2) User-facing digest encoding: which textual encoding should we use to represent the digest in the identifier?

We value compatibility with widely deployed tooling. Git has introduced support for SHA-256 repositories as part of its hash-function transition,  making SHA-256 a strong candidate for the SWHID v2 hashing function.

For the digest encoding, hex is the current v1 choice and remains the simplest and most widely interoperable option, but it requires 64 chars for SHA-256.
For user convenience (copy/paste, QR codes, UI display, URL length), we need to also evaluate more compact encodings, including:

- base64url (RFC 4648; compact, URL-safe; 43–44 chars depending on padding)
- base64 (compact, standard, but includes “+” and “/”)
- base32 / base32hex (RFC 4648; case-insensitive alphabets, longer than base64)
- z85 (ZeroMQ Base85; compact, ASCII-safe)

To facilitate comparison and discussion, I have prepared an experimental variant of the swhid-rs reference implementation that lets you select the hash and encoding at runtime:

- Source code: https://github.com/swhid/swhid-rs (branch: v2-typespecialisation)
- User guide: https://github.com/swhid/swhid-rs/blob/v2-typespecialisation/docs/user-guide.md (CLI reference + available hash/format options) 
- Pre-built binaries: GitHub Releases (pre-releases tagged v2-exp-YYYYMMDD, e.g. v2-exp-20260301), see for example: https://github.com/swhid/swhid-rs/releases/tag/v2-exp-20260301

Example usage:

# V1 (SHA-1 + hex, default)
swhid content --file README.md

# V2 exploration with SHA-256 and various encodings
swhid content --hash sha256 --format hex  --file README.md
swhid content --hash sha256 --format base64url --file README.md
swhid content --hash sha256 --format z85 --file README.md

Test results:
- v1 dashboard (multiple implementations across platforms): https://www.swhid.org/test-suite/
- v2 exploration dashboard (currently rust_v1 vs rust_v2 side-by-side): https://www.swhid.org/swhid-exploration-deploy/

We would particularly appreciate feedback on the following points:

- Hash: is SHA-256 the right baseline for v2? If not, what concrete constraints suggest another choice?
- Encoding: should v2 mandate a single canonical digest encoding, or allow for multiple encodings?
- If multiple encodings are acceptable: should the identifier explicitly signal the encoding, or should we just deduce it from the string size/characters used (will not work well if we go for z85)?
- Are case-insensitivity and/or strict URL/path safety requirements for the digest representation important for your use cases?
- Any strong preferences regarding padding (mandatory vs omitted) for base64/base32 variants?

Thanks in advance for your input, and for any testing you can do with the experimental implementation.

All the best

--
Roberto

------------------------------------------------------------------
Computer Science Professor
            (on leave at INRIA from IRIF/Université Paris Cité)  

Director                                                          
Software Heritage                https://www.softwareheritage.org 
INRIA                 https://y2u.be/Ez4xKTKJO2o 
Bureau D202      E-mail : rob...@dicosmo.org         
48 Rue Barrault            Web page : https://www.dicosmo.org      
CS 61534     Twitter : https://twitter.com/rdicosmo 
75647 Paris Cedex         Tel : +33 1 80 49 44 42           
------------------------------------------------------------------
GPG fingerprint 2931 20CE 3A5A 5390 98EC 8BFC FCCA C3BE 39CB 12D3 

Miguel Colom

unread,
Mar 3, 2026, 8:50:04 AM (11 days ago) Mar 3
to Roberto Di Cosmo, swhid-...@googlegroups.com, Morane Gruenpeter, Jean-Francois Abramatic, Alexios Zavras, Stefano Zacchiroli
Dear Roberto and all,

Great work!

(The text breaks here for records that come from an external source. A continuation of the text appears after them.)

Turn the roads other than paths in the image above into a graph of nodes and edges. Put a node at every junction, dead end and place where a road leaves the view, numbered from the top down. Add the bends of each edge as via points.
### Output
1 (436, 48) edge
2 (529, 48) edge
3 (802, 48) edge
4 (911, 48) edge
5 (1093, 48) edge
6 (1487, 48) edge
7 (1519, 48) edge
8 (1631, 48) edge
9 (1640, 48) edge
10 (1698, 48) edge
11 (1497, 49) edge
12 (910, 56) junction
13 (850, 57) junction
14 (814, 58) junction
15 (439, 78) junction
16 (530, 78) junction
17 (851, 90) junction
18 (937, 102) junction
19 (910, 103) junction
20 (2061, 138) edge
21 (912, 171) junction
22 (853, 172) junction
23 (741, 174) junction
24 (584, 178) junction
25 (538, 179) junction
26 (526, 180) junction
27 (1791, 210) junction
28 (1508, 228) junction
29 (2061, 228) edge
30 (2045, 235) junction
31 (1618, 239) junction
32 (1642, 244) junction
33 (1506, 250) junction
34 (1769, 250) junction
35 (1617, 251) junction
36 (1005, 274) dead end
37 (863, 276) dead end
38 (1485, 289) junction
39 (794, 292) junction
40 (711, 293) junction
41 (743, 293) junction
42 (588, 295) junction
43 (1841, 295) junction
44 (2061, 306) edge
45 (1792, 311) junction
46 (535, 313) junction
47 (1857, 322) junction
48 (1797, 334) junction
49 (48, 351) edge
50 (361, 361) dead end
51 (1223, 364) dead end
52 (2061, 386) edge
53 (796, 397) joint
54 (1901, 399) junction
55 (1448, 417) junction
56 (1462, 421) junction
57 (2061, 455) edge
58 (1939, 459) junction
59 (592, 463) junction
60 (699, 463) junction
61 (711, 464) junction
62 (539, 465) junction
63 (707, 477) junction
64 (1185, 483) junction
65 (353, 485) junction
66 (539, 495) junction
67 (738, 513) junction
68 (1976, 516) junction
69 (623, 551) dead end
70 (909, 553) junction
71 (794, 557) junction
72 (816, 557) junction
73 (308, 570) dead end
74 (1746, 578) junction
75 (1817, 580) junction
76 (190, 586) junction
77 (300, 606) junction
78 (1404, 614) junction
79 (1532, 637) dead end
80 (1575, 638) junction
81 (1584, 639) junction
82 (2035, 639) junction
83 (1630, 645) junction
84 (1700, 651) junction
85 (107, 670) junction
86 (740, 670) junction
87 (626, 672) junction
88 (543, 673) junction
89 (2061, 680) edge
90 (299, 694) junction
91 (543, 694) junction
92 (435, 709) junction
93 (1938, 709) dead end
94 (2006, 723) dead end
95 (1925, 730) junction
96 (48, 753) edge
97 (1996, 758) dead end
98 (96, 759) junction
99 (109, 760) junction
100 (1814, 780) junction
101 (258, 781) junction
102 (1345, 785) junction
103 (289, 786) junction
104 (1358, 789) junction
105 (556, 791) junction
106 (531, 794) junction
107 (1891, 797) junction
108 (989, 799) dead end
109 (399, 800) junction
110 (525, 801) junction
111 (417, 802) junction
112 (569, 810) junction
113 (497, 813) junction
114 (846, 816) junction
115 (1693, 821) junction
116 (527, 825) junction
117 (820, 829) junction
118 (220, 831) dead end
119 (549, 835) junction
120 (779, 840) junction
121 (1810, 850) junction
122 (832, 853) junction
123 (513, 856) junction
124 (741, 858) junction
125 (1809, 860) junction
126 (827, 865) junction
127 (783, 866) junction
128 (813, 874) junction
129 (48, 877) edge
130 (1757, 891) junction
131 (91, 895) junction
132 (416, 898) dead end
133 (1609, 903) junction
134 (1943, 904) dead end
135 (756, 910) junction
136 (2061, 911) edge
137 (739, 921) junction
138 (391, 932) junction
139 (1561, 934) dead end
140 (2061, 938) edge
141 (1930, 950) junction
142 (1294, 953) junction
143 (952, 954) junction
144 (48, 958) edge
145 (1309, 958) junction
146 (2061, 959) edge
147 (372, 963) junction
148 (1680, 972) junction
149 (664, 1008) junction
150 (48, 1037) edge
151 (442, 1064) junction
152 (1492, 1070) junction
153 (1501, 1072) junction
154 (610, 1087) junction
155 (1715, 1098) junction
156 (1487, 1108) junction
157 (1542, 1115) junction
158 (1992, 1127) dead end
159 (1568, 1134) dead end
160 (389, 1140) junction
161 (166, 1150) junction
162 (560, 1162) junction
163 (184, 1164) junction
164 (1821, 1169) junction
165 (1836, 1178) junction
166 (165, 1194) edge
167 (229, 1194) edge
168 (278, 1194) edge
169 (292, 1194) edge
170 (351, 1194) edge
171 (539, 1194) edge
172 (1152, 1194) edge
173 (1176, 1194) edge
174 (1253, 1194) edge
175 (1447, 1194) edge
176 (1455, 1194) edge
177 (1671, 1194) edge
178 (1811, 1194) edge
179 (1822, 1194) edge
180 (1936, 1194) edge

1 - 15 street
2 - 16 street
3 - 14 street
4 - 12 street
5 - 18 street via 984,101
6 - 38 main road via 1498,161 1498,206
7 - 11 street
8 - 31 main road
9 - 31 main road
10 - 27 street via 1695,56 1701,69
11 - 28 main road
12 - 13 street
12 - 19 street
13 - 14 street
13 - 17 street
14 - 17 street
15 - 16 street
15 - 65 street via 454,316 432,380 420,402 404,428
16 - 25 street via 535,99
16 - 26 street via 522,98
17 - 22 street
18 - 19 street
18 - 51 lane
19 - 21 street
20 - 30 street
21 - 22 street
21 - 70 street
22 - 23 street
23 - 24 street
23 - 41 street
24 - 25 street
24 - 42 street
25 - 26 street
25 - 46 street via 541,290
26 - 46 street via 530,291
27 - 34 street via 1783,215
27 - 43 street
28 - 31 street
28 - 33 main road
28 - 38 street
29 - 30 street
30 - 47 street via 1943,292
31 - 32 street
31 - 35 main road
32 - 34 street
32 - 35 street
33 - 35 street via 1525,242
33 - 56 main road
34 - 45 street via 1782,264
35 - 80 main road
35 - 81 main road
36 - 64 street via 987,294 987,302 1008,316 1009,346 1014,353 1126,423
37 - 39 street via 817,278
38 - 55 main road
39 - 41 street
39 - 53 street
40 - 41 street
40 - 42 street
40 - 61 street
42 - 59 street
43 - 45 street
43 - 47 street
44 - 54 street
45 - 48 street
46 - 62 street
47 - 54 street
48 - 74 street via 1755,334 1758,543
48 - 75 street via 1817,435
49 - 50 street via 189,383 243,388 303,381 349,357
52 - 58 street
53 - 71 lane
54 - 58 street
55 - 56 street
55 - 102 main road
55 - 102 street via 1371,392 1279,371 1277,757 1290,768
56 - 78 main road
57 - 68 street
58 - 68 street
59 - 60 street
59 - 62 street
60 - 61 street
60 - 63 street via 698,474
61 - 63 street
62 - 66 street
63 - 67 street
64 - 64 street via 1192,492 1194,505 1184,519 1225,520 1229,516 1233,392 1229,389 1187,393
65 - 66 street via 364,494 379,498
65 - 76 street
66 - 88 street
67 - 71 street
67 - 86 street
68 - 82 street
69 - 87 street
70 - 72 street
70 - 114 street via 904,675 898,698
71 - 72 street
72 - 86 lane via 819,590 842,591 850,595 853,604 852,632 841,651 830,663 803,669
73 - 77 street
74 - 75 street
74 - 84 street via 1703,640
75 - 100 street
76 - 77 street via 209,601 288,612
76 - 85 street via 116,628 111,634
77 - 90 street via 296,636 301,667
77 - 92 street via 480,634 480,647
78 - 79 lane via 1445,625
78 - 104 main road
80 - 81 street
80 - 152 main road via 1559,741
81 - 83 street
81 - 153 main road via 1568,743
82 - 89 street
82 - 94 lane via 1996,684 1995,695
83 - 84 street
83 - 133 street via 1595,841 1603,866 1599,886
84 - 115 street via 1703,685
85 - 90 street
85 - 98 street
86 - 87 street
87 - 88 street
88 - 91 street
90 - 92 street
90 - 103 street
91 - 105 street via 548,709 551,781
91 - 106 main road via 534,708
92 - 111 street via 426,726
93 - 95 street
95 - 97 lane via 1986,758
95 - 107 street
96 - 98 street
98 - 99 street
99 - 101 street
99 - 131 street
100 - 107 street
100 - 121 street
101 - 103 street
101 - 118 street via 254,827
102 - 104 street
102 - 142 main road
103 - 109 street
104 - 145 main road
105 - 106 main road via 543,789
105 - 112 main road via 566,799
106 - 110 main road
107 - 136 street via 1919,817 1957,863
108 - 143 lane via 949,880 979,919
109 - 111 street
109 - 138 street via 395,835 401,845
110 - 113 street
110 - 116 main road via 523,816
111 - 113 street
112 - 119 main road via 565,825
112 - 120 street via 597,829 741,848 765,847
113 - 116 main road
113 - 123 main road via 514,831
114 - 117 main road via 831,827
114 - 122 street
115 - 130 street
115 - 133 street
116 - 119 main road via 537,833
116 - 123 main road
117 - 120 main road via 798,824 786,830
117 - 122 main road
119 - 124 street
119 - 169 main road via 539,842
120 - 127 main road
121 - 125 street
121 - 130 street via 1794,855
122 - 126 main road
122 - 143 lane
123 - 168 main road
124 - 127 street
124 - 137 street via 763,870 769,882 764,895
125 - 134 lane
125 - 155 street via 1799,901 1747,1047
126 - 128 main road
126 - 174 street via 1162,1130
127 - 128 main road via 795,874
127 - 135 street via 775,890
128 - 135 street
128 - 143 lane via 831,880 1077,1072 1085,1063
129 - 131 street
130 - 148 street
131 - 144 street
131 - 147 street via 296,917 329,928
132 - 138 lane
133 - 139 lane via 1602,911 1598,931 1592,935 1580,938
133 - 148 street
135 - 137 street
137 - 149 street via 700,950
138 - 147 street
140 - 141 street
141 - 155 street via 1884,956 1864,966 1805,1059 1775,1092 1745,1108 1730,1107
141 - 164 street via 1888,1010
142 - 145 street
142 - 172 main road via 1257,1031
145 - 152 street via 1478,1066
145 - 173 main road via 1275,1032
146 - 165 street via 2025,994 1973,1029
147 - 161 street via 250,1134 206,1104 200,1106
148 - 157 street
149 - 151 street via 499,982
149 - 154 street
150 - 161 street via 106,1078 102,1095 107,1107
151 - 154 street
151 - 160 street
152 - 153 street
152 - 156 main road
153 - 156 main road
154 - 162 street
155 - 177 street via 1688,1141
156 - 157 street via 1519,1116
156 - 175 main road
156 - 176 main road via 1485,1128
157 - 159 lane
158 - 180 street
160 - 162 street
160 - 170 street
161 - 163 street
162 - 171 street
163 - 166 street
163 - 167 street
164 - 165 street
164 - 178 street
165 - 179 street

I'll add my comments below.
 
- base64url (RFC 4648; compact, URL-safe; 43–44 chars depending on padding)
- base64 (compact, standard, but includes “+” and “/”)
- base32 / base32hex (RFC 4648; case-insensitive alphabets, longer than base64)
- z85 (ZeroMQ Base85; compact, ASCII-safe)

I'd choose base64url, because although we could encode anything with any of the other alternatives, baseurl64 seems to facilitate the task without requiring extra transformations (making it URL-safe, encoding letter case, ...).
 
- Hash: is SHA-256 the right baseline for v2? If not, what concrete constraints suggest another choice?
It's an excellent choice, in my opinion.
It's a standard and moreover it's got a large encoding space that makes collisions quite rare, almost impossible unless a vulnerability is discovered.
And common hardware can accelerate the computation with specialized instructions https://en.wikipedia.org/wiki/SHA_instruction_set probably motivated because of its use in the Bitcoin's blockchain.
 
- Encoding: should v2 mandate a single canonical digest encoding, or allow for multiple encodings?

Since base64url seems to be adequate for all the test cases, I'd simply allow only this one, to simplify.
If any inconvenient is found, then this should be re-evaluated.
 
- If multiple encodings are acceptable: should the identifier explicitly signal the encoding, or should we just deduce it from the string size/characters used (will not work well if we go for z85)?
I'd only use base64url and, in general, avoid assuming anything from the data itself, since we could have ambiguities.
Not now, but if options are left open and assumed from the data, it could happen in the future.

- Are case-insensitivity and/or strict URL/path safety requirements for the digest representation important for your use cases? 
- Any strong preferences regarding padding (mandatory vs omitted) for base64/base32 variants?

Since padding is an option in base64/32, I'd make it optional too.
It could be removed since the size can be inferred from the digest used, but in that case it'd be weird that a valid base64url encoding is rejected because it contains a padding, when it's valid in the encoding schema itself. That could be confusing, in my opinion.

Cheers,
Miguel
 

Thanks in advance for your input, and for any testing you can do with the experimental implementation.

All the best

--
Roberto

------------------------------------------------------------------
Computer Science Professor
            (on leave at INRIA from IRIF/Université Paris Cité)  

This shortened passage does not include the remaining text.